So, Husband and I got married almost one year ago. In honor of our upcoming anniversary, I’m going to start calling him by his name. It’s not a secret; I’ve identified him by name before. I bestowed the generic and terribly heteronormative title on him back when I was writing posts as “Mrs.” Don’t worry, I’m cringing at the regressivness. I was just really excited to be married, okay, and more committed to anonymity back then. It’s sort of unfair that I quickly started using my real name here and left him to disappear into a role, knowable only in relation to me. Female bloggers do that a lot, even in purported “couples’ blogs.” So, Bob it is.
In the spirit of full disclosure, the real reason I’m making this change now is because I wanted to start this next story with this sentence:
Finding Bob was like finding Bruce Springsteen.
Circa 2005, I knew three things about Bruce Springsteen. My parents listened to Dancing in the Dark on their honeymoon, the cover of Born in the USA is cheesy, and people (not me) sometimes called him The Boss. Circa 2005, I knew what I liked, musically-speaking. I’d been listening to Ryan Adams croon about women and whiskey and leaving small towns for years. I knew that American folk music is the truest form of poetry. I’d dug back to the source, to Bob Dylan, and back some more to Woody Guthrie, and a further back, to Robert Johnson. I knew about songwriting and a man with a guitar. And then I heard a strain of “The River.” You want to talk about Americana? About women and small towns and rough poetry? It’d been right there, waiting for me, literally my entire life. Not just that one song, but an entire catalog of songs I already felt like I’d grown up with.

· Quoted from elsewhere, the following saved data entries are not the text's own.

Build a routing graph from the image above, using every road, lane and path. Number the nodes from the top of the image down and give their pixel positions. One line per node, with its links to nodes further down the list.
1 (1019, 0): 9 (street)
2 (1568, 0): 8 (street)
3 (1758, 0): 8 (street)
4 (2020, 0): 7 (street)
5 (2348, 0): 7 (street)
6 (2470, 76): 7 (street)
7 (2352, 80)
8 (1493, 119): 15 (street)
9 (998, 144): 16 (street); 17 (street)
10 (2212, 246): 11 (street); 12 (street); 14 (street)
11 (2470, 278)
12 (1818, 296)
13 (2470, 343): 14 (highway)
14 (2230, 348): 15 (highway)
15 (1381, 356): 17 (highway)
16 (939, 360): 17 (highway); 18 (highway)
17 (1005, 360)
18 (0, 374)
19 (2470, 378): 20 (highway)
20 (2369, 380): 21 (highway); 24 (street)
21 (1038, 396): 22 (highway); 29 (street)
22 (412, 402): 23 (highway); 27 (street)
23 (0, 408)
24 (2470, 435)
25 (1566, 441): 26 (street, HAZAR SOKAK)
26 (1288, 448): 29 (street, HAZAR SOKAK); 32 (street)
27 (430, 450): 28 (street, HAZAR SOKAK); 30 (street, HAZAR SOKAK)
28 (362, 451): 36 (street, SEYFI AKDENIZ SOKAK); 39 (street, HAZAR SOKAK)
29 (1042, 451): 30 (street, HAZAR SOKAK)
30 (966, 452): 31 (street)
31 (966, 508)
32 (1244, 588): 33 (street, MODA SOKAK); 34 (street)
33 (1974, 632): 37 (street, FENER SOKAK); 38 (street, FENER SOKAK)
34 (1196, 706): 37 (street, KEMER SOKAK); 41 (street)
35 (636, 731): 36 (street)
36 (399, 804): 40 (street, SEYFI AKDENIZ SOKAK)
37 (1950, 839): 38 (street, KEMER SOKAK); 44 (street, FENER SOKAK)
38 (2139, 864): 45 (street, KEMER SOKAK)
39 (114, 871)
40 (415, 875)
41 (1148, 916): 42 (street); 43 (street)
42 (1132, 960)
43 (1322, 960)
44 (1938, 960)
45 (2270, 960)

Circa 2005, I knew nothing of Bob. For almost a year, we walked the same halls in the Modern Languages building, and read the same worn pages in On the Road, and listened to the same sad songs, but I didn’t know it. I knew what I liked, though, romantically speaking. I’d been dating boys who read fiction and listened to indie rock and talked about leaving small towns for years. I already knew that I needed someone to travel with. I knew about love and a man with a guitar. And then I saw Bob walk into the light and pull up a seat, and I heard him start talking about women and small towns and rough poetry. You want to talk about love? It was like he’d been right there, waiting for me, my entire life. Not just for that one day, in that one town, but for always and in places I knew I must have been before.